Collected data entries:
______________________________

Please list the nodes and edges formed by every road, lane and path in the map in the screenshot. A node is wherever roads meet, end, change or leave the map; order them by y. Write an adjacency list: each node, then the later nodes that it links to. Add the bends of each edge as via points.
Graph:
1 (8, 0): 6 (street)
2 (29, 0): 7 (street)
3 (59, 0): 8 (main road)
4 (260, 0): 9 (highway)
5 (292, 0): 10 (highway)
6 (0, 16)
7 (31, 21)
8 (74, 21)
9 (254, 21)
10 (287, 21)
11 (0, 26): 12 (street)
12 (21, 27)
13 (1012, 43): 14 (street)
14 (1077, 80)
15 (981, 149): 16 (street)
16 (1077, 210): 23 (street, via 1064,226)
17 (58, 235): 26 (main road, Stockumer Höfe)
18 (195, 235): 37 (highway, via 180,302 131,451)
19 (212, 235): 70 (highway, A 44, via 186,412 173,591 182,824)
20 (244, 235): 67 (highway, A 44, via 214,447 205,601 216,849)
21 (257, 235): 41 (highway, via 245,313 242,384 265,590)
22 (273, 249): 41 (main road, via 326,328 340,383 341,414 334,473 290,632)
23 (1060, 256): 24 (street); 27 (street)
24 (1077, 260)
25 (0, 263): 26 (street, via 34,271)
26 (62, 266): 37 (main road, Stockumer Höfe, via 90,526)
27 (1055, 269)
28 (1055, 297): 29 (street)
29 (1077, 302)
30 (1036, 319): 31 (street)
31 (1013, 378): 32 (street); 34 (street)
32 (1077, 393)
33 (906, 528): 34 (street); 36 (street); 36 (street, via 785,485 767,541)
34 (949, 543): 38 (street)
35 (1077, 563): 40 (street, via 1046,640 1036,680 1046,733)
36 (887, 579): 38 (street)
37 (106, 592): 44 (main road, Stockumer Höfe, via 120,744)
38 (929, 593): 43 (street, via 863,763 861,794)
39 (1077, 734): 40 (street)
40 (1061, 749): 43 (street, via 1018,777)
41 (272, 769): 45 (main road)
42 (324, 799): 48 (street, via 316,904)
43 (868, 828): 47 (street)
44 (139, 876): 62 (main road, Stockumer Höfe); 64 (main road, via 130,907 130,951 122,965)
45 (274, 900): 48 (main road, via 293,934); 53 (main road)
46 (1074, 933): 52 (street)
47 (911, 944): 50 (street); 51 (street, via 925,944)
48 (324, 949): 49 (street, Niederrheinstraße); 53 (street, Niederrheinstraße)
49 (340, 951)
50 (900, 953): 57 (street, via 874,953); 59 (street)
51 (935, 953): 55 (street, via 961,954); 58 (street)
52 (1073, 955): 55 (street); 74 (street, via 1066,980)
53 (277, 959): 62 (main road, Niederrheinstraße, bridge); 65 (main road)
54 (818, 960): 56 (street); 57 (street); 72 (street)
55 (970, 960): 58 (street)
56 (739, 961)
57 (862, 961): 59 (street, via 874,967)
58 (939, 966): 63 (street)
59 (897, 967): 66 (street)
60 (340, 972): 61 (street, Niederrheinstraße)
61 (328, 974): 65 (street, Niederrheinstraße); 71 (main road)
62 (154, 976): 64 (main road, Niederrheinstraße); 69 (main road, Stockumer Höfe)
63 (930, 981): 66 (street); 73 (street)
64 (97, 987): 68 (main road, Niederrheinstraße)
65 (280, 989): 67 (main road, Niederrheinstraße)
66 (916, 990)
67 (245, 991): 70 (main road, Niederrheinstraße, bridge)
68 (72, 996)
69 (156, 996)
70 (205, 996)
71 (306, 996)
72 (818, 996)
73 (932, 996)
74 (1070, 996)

______________________________

**EXERCISE AIM**.
The word "Stockumer" appears in some of the lines above. Copy those lines.

**YOUR SOLUTION**.
17 (58, 235): 26 (main road, Stockumer Höfe)
26 (62, 266): 37 (main road, Stockumer Höfe, via 90,526)
37 (106, 592): 44 (main road, Stockumer Höfe, via 120,744)
44 (139, 876): 62 (main road, Stockumer Höfe); 64 (main road, via 130,907 130,951 122,965)
62 (154, 976): 64 (main road, Niederrheinstraße); 69 (main road, Stockumer Höfe)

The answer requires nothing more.